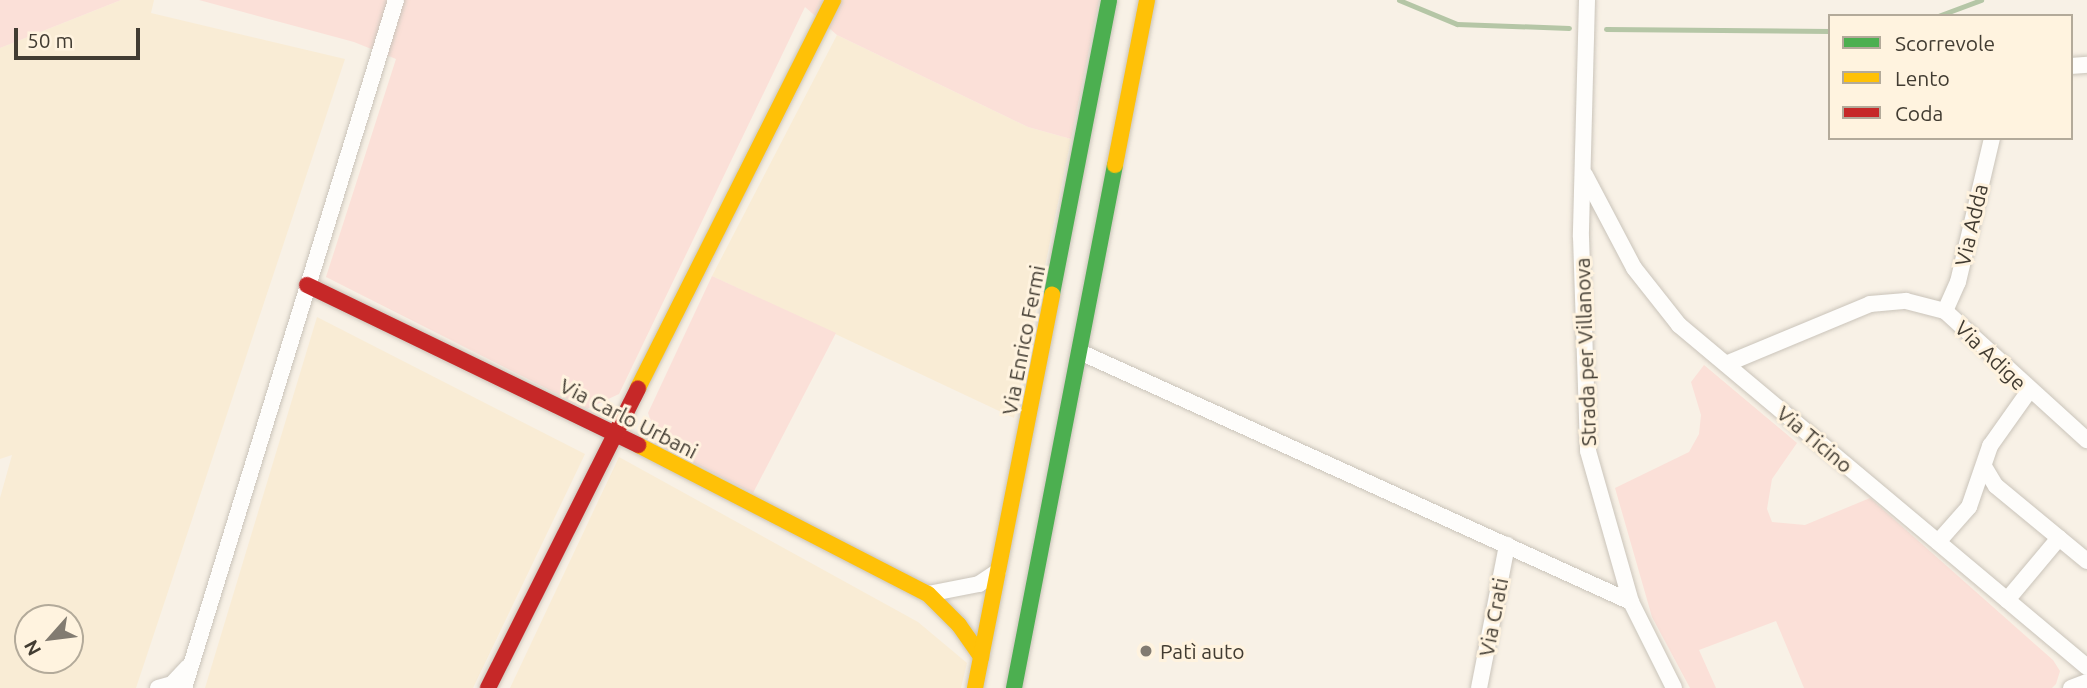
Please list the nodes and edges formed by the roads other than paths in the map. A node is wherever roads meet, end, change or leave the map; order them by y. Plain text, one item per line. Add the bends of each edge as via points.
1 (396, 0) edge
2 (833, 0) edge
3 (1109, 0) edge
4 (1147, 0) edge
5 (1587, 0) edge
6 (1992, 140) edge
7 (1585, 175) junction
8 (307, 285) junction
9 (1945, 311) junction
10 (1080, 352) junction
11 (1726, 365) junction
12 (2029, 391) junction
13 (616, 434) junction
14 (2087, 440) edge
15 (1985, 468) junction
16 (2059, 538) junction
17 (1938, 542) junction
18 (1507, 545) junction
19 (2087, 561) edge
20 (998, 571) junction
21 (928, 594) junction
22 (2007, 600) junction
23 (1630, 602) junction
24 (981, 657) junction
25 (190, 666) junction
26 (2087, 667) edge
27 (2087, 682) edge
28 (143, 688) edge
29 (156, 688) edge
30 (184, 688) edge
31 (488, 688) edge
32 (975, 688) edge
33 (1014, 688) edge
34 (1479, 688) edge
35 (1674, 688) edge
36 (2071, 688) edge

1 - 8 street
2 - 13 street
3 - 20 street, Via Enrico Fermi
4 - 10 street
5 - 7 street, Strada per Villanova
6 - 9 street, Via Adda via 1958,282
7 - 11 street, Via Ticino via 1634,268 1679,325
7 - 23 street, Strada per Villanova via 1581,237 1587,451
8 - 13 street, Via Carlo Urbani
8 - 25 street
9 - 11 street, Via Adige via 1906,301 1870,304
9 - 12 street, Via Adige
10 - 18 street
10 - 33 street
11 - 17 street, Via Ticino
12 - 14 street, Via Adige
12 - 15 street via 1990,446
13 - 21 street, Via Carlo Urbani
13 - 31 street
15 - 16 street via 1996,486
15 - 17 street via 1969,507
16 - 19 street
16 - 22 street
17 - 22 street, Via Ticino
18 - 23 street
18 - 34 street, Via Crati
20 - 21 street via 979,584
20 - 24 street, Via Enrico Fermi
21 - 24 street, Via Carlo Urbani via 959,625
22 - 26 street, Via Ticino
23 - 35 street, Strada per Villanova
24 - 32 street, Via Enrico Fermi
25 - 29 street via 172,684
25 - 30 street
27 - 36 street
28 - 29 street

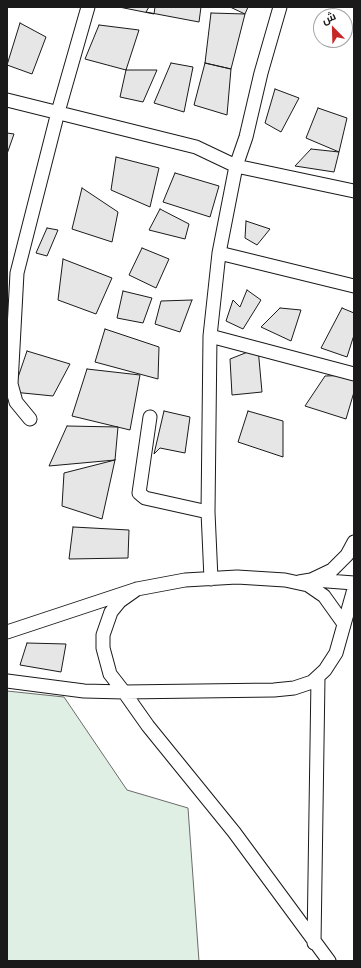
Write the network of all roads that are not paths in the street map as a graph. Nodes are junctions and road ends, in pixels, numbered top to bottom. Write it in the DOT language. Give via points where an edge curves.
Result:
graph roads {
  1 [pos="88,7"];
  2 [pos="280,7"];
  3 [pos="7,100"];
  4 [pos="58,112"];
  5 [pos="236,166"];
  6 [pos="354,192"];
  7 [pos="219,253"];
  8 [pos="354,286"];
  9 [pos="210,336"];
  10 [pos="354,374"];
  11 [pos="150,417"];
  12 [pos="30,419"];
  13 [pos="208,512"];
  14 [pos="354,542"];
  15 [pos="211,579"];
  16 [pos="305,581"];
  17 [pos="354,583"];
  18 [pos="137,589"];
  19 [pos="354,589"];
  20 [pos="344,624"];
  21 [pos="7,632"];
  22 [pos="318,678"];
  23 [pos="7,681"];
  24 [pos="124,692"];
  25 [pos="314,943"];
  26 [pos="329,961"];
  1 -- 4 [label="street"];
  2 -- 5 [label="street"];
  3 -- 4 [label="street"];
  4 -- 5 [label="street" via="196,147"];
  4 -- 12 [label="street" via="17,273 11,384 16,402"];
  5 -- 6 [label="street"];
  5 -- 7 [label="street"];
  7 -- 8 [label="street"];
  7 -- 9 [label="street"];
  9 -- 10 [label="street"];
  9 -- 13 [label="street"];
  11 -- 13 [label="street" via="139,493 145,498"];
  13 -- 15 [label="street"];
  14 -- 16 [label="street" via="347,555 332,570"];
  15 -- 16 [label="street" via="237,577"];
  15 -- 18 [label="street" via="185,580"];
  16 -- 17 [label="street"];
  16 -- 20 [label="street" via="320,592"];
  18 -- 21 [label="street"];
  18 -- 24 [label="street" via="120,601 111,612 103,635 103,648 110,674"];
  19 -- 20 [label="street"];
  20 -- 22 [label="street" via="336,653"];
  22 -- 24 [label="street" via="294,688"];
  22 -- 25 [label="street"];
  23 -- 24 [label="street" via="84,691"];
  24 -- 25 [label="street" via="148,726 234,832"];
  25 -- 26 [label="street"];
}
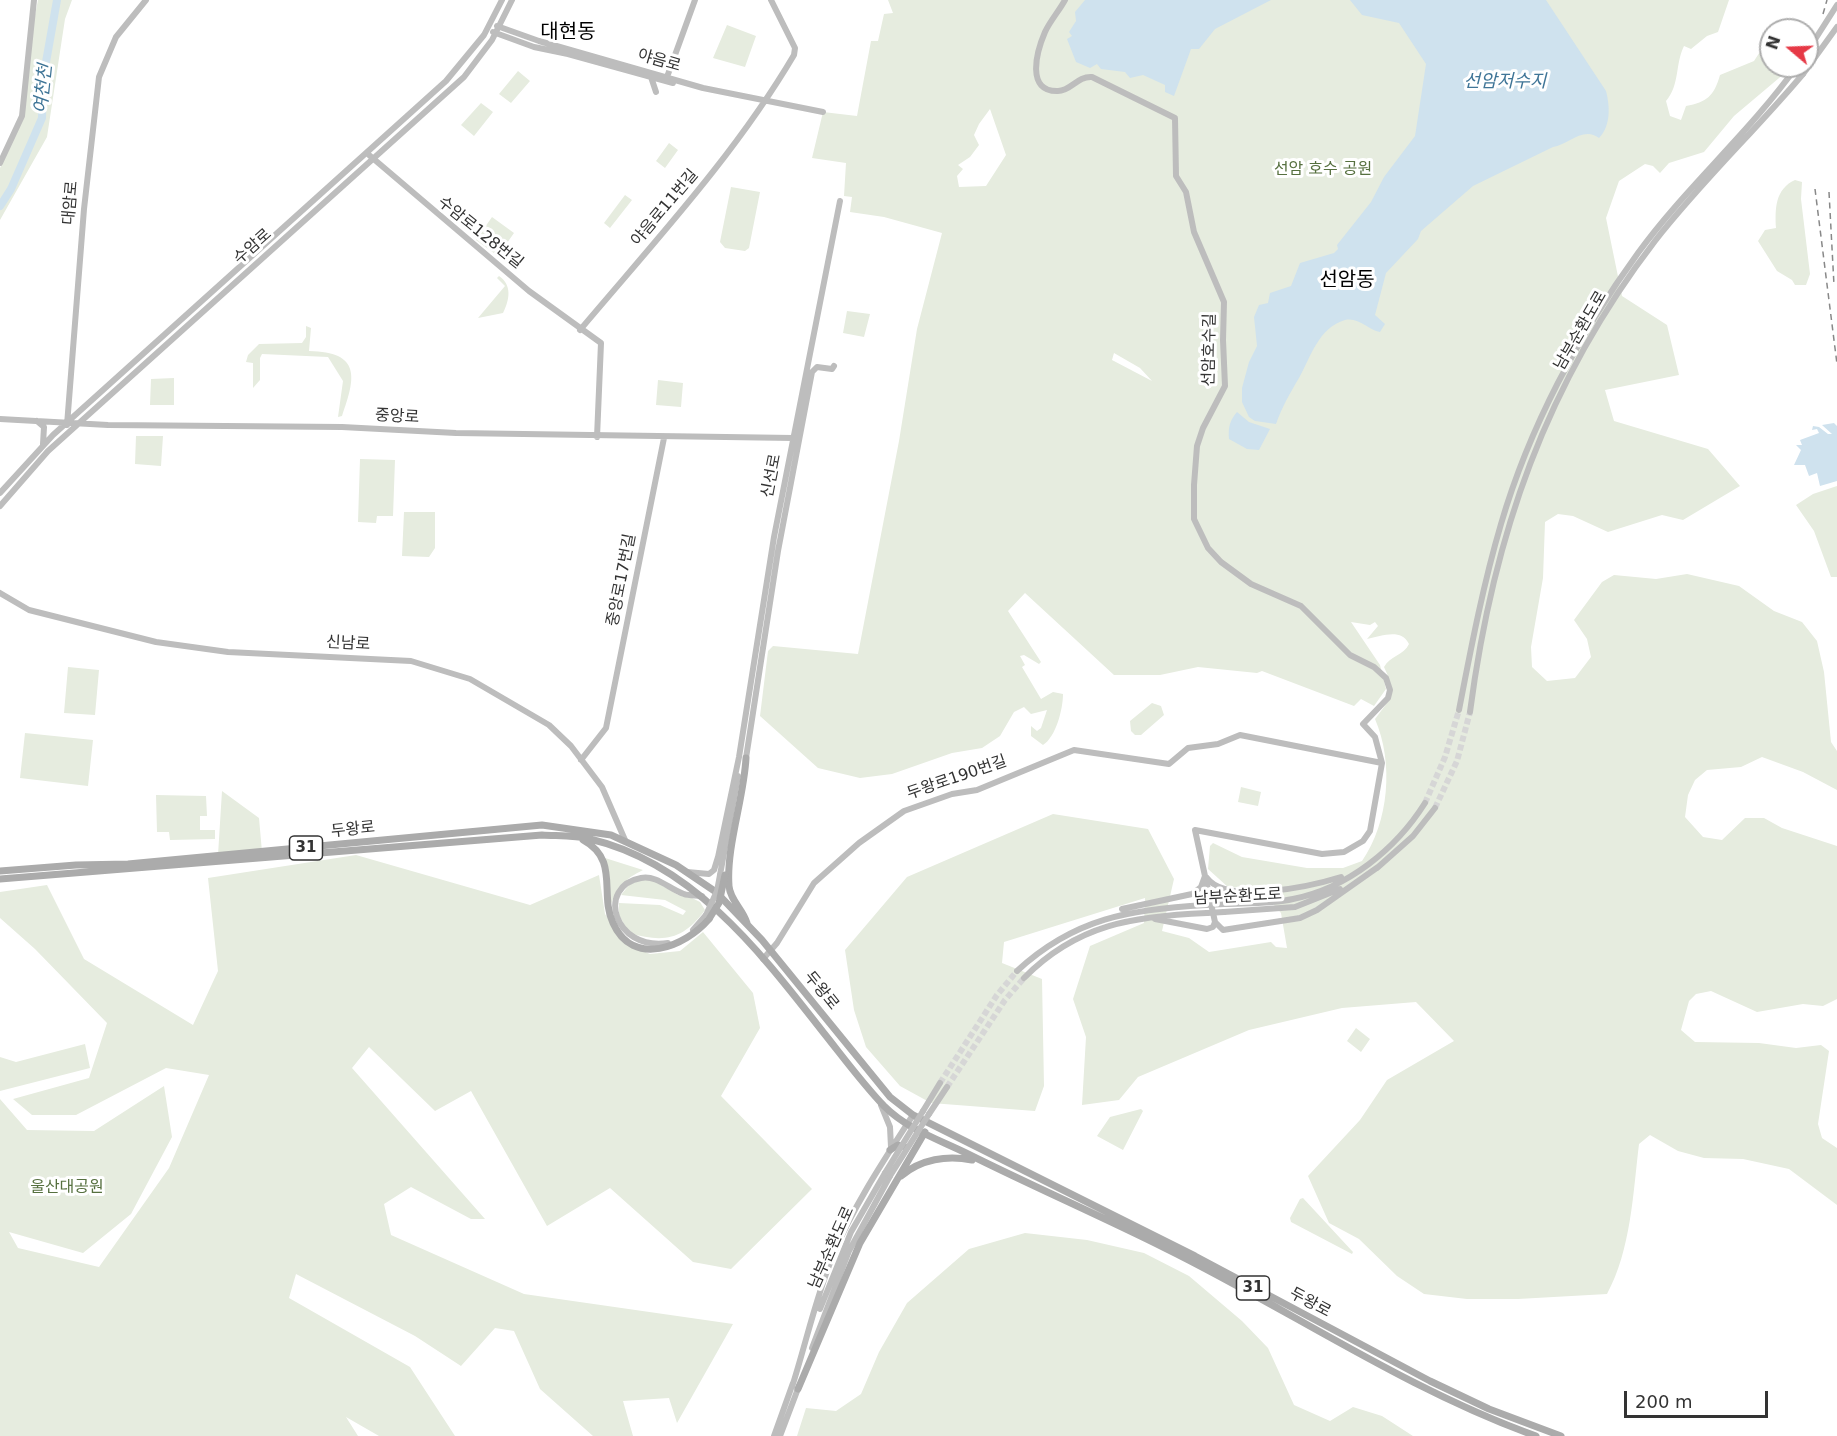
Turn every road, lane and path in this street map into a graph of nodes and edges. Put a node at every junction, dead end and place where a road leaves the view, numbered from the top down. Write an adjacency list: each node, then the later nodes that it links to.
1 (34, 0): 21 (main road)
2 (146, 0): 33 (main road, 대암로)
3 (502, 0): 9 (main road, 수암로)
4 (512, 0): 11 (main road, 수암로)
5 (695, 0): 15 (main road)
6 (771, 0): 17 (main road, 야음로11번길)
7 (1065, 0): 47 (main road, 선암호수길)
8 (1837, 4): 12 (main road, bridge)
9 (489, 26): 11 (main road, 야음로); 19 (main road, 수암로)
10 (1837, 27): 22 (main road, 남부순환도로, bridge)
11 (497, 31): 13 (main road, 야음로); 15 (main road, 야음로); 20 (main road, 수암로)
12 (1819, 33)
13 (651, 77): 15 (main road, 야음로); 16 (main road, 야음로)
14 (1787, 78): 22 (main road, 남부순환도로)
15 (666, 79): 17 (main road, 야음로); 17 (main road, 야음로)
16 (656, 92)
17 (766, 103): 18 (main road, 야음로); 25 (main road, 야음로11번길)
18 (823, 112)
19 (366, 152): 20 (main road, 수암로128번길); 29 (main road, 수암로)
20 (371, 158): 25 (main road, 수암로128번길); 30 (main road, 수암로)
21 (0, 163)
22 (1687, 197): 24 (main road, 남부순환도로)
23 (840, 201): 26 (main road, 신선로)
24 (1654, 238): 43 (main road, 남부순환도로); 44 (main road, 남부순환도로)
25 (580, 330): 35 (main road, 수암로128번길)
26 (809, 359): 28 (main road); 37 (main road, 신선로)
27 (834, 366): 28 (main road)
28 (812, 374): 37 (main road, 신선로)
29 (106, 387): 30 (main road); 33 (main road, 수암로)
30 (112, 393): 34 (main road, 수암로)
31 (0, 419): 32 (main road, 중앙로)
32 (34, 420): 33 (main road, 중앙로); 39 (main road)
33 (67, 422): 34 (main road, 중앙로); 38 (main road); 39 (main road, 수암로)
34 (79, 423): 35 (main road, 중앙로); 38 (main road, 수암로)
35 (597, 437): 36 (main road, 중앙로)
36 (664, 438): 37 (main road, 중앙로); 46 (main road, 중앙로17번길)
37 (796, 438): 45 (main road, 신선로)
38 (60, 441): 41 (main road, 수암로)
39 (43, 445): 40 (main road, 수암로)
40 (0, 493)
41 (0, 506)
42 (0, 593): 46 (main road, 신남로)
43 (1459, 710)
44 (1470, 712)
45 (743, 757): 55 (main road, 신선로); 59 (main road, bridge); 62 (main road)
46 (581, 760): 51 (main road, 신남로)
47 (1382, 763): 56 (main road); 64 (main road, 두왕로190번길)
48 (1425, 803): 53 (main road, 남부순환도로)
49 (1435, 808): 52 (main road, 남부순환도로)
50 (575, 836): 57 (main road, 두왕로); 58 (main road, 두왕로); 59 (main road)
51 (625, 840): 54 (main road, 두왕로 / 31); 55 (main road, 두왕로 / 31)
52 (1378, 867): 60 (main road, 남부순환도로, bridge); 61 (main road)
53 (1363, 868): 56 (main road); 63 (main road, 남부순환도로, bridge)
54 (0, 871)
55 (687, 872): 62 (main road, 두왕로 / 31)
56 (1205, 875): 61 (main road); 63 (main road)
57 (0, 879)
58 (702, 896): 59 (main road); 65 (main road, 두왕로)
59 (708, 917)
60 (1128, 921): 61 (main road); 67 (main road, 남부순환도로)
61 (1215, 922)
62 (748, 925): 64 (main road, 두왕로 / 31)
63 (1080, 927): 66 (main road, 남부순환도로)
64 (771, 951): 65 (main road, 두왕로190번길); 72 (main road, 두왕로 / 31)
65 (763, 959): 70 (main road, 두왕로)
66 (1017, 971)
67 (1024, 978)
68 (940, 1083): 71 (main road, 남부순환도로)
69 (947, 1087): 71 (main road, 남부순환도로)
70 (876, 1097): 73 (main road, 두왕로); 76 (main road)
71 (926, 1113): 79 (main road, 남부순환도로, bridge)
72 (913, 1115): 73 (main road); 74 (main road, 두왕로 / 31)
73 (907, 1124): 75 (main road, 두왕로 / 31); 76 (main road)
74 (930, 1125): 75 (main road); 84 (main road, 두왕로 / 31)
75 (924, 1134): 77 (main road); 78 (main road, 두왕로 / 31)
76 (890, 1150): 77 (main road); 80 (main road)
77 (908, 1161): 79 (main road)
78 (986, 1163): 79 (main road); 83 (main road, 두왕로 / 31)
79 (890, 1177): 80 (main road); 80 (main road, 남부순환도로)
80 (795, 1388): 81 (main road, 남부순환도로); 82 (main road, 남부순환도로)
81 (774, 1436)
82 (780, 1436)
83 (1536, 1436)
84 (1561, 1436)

> REQUIRED ACTION
Scan the material above for lines holding "roads" and copy each of them.

> EXPECTED ANSWER
Please list the nodes and edges formed by the roads other than paths in the map. A node is wherever roads meet, end, change or leave the map; order them by y. Plain text, one item per line. Add the bends of each edge as via points.
Write the network of all roads that are not paths in the street map as a graph. Nodes are junctions and road ends, in pixels, numbered top to bottom. Write it in the DOT language. Give via points where an edge curves.
graph roads {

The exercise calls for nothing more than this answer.